- Task to complete:
What lines in the data below mention the string "Avenue"? Copy them out.

- Collected data entries:
%%
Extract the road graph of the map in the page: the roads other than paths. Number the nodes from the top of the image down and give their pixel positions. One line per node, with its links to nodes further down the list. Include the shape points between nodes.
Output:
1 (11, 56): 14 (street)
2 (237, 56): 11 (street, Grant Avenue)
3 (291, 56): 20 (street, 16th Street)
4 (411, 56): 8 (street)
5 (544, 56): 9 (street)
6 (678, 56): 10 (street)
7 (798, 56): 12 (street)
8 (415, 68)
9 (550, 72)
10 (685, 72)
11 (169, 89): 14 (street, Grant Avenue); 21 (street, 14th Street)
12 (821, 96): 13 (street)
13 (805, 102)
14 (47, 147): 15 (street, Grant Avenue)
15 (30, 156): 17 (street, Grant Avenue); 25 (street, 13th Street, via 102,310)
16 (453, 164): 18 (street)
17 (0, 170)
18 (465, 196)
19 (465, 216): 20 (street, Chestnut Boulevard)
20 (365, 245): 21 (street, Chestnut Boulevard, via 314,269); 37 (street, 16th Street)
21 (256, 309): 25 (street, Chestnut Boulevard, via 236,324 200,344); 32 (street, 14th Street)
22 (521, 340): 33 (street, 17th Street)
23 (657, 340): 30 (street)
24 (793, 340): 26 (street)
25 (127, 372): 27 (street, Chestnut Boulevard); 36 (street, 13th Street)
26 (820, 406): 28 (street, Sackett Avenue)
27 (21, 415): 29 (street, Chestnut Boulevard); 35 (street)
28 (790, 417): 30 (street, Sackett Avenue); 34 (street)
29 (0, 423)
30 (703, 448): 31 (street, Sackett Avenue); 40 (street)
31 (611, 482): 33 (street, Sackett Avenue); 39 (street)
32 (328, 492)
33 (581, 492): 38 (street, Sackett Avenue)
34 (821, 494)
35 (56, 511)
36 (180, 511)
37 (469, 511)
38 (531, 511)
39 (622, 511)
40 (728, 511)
%%
- Response to the task:
2 (237, 56): 11 (street, Grant Avenue)
11 (169, 89): 14 (street, Grant Avenue); 21 (street, 14th Street)
14 (47, 147): 15 (street, Grant Avenue)
15 (30, 156): 17 (street, Grant Avenue); 25 (street, 13th Street, via 102,310)
26 (820, 406): 28 (street, Sackett Avenue)
28 (790, 417): 30 (street, Sackett Avenue); 34 (street)
30 (703, 448): 31 (street, Sackett Avenue); 40 (street)
31 (611, 482): 33 (street, Sackett Avenue); 39 (street)
33 (581, 492): 38 (street, Sackett Avenue)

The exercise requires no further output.